What is needed ::
This exercise calls for every record to be returned exactly, with pictures removed.

Data for processing ::
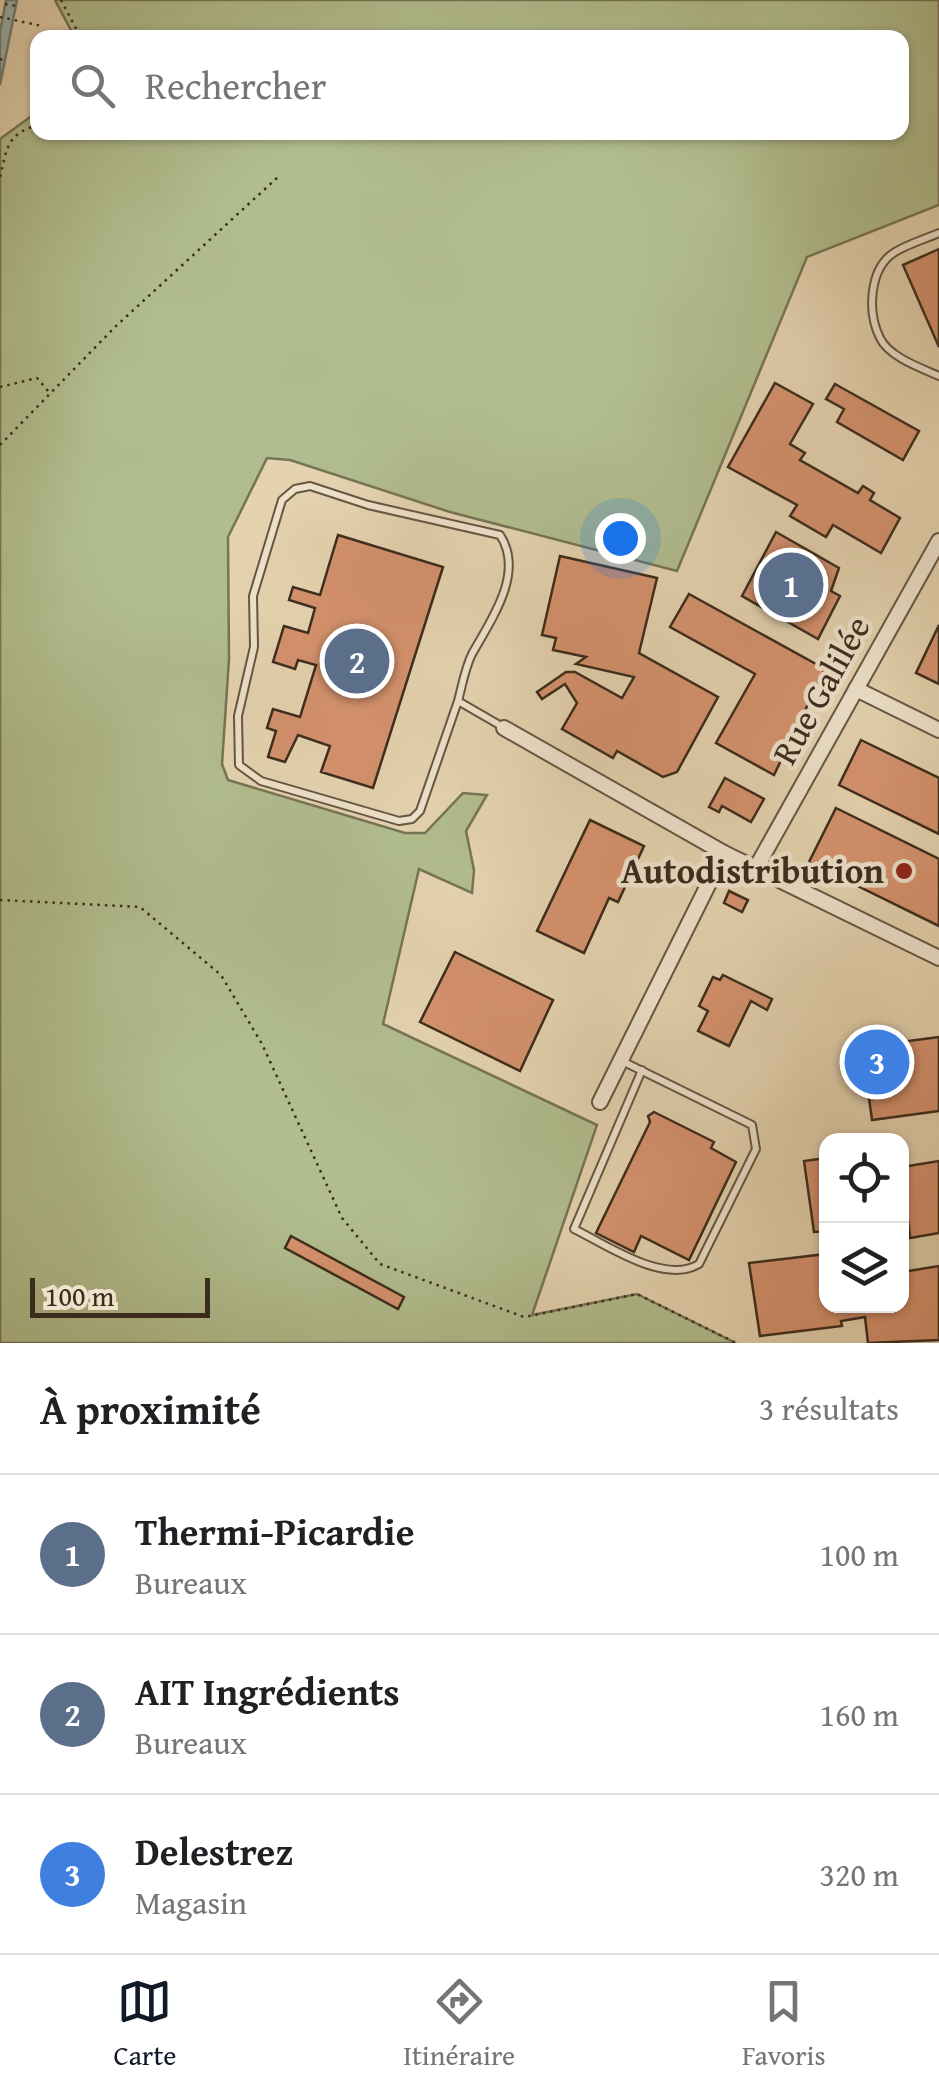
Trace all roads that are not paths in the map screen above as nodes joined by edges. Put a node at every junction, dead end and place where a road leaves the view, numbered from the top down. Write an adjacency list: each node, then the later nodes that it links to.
1 (939, 233): 2 (lane)
2 (939, 376)
3 (939, 541): 4 (street, Rue Galilée)
4 (856, 690): 7 (street); 9 (street, Rue Galilée)
5 (458, 701): 5 (lane); 6 (lane)
6 (504, 728): 8 (street)
7 (939, 730)
8 (724, 853): 9 (street); 11 (street)
9 (756, 868): 10 (street)
10 (939, 958)
11 (620, 1060): 12 (lane); 13 (street)
12 (642, 1070): 12 (lane)
13 (600, 1102)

Response below ::
Trace all roads that are not paths in the map screen above as nodes joined by edges. Put a node at every junction, dead end and place where a road leaves the view, numbered from the top down. Write an adjacency list: each node, then the later nodes that it links to.
1 (939, 233): 2 (lane)
2 (939, 376)
3 (939, 541): 4 (street, Rue Galilée)
4 (856, 690): 7 (street); 9 (street, Rue Galilée)
5 (458, 701): 5 (lane); 6 (lane)
6 (504, 728): 8 (street)
7 (939, 730)
8 (724, 853): 9 (street); 11 (street)
9 (756, 868): 10 (street)
10 (939, 958)
11 (620, 1060): 12 (lane); 13 (street)
12 (642, 1070): 12 (lane)
13 (600, 1102)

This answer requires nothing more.